— Records for processing —
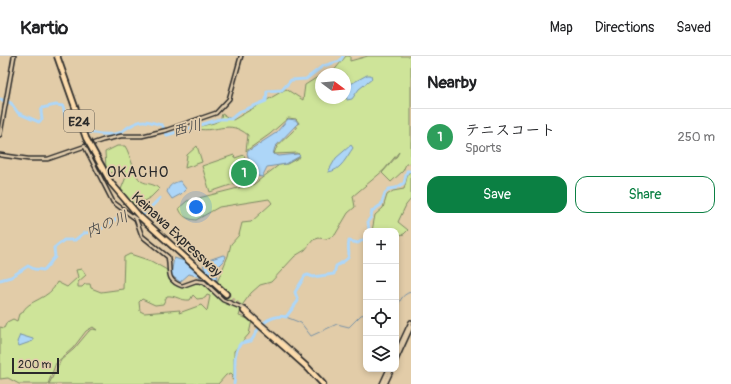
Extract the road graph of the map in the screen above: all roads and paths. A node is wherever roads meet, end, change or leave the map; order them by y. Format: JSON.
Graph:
{"nodes":[{"id":1,"x":14,"y":56,"type":"edge"},
{"id":2,"x":57,"y":56,"type":"edge"},
{"id":3,"x":241,"y":56,"type":"edge"},
{"id":4,"x":0,"y":135,"type":"edge"},
{"id":5,"x":84,"y":147,"type":"junction"},
{"id":6,"x":0,"y":155,"type":"edge"},
{"id":7,"x":226,"y":294,"type":"tunnel mouth"},
{"id":8,"x":246,"y":311,"type":"junction"},
{"id":9,"x":411,"y":322,"type":"edge"},
{"id":10,"x":411,"y":328,"type":"edge"},
{"id":11,"x":399,"y":348,"type":"edge"},
{"id":12,"x":399,"y":354,"type":"edge"},
{"id":13,"x":299,"y":359,"type":"junction"},
{"id":14,"x":390,"y":372,"type":"edge"},
{"id":15,"x":323,"y":384,"type":"edge"},
{"id":16,"x":384,"y":384,"type":"edge"}],
"edges":[{"from":1,"to":4,"type":"street"},
{"from":2,"to":7,"type":"highway","name":"Keinawa Expressway","number":"E24","bridge":true},
{"from":3,"to":5,"type":"street"},
{"from":5,"to":6,"type":"street"},
{"from":5,"to":8,"type":"street"},
{"from":8,"to":13,"type":"highway"},
{"from":8,"to":13,"type":"street"},
{"from":9,"to":11,"type":"main road"},
{"from":10,"to":12,"type":"main road"},
{"from":13,"to":15,"type":"highway"},
{"from":14,"to":16,"type":"main road"}]}
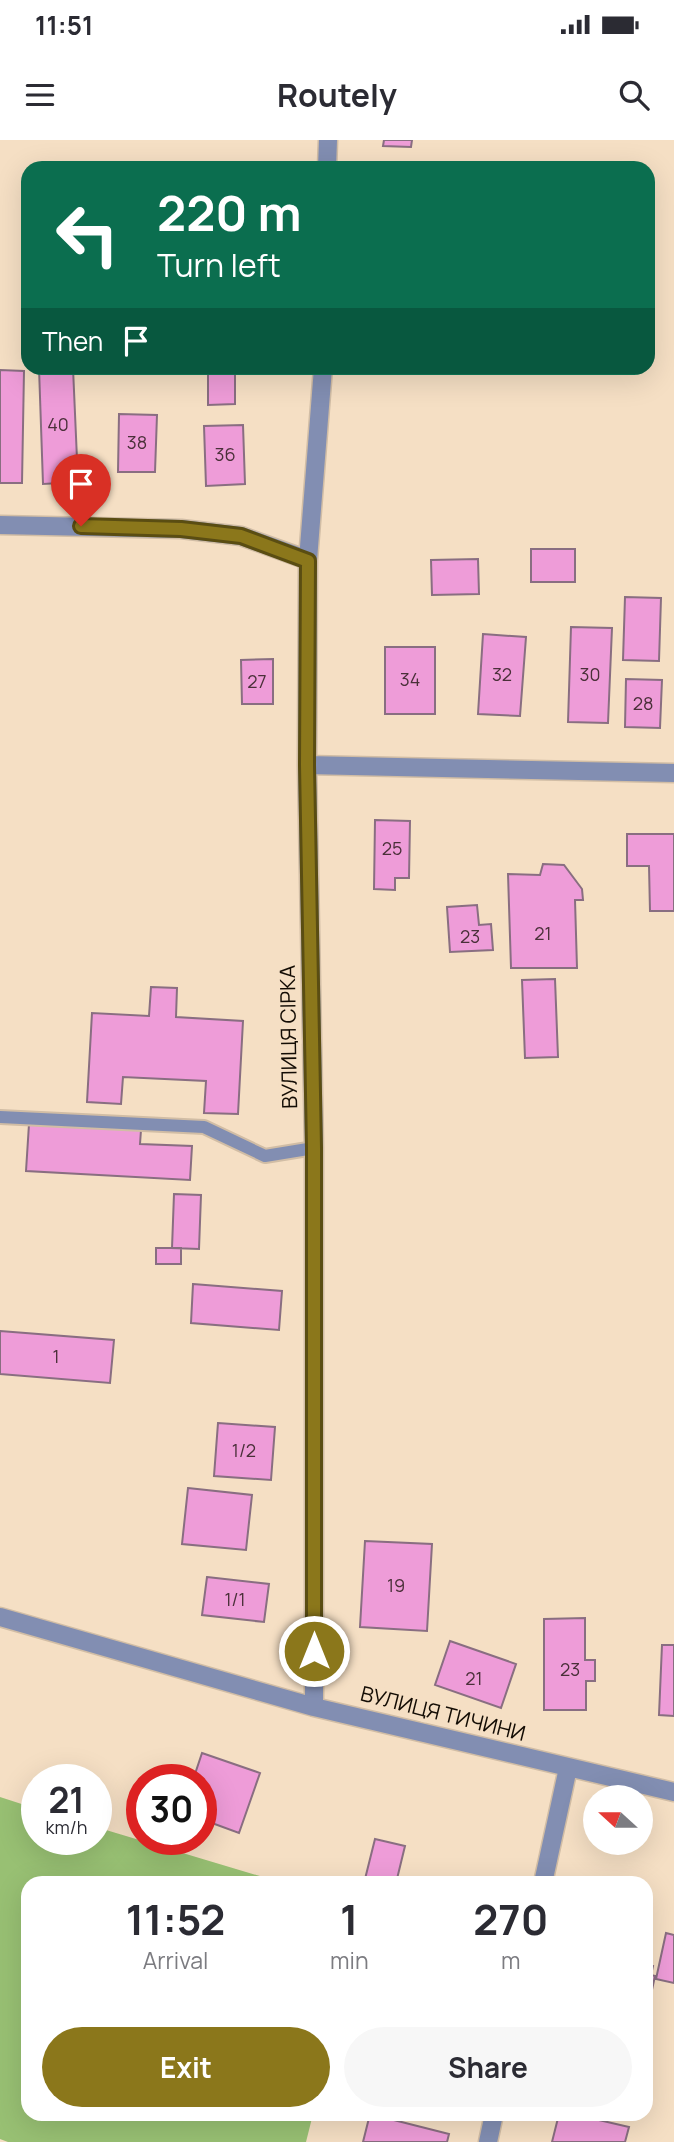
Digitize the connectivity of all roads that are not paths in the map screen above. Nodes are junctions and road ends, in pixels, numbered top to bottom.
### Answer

— To do —
Write out the whole listing exactly, and drop the pictures.

— Task answer —
Extract the road graph of the map in the screen above: all roads and paths. A node is wherever roads meet, end, change or leave the map; order them by y. Format: JSON.
Graph:
{"nodes":[{"id":1,"x":14,"y":56,"type":"edge"},
{"id":2,"x":57,"y":56,"type":"edge"},
{"id":3,"x":241,"y":56,"type":"edge"},
{"id":4,"x":0,"y":135,"type":"edge"},
{"id":5,"x":84,"y":147,"type":"junction"},
{"id":6,"x":0,"y":155,"type":"edge"},
{"id":7,"x":226,"y":294,"type":"tunnel mouth"},
{"id":8,"x":246,"y":311,"type":"junction"},
{"id":9,"x":411,"y":322,"type":"edge"},
{"id":10,"x":411,"y":328,"type":"edge"},
{"id":11,"x":399,"y":348,"type":"edge"},
{"id":12,"x":399,"y":354,"type":"edge"},
{"id":13,"x":299,"y":359,"type":"junction"},
{"id":14,"x":390,"y":372,"type":"edge"},
{"id":15,"x":323,"y":384,"type":"edge"},
{"id":16,"x":384,"y":384,"type":"edge"}],
"edges":[{"from":1,"to":4,"type":"street"},
{"from":2,"to":7,"type":"highway","name":"Keinawa Expressway","number":"E24","bridge":true},
{"from":3,"to":5,"type":"street"},
{"from":5,"to":6,"type":"street"},
{"from":5,"to":8,"type":"street"},
{"from":8,"to":13,"type":"highway"},
{"from":8,"to":13,"type":"street"},
{"from":9,"to":11,"type":"main road"},
{"from":10,"to":12,"type":"main road"},
{"from":13,"to":15,"type":"highway"},
{"from":14,"to":16,"type":"main road"}]}
Digitize the connectivity of all roads that are not paths in the map screen above. Nodes are junctions and road ends, in pixels, numbered top to bottom.
### Answer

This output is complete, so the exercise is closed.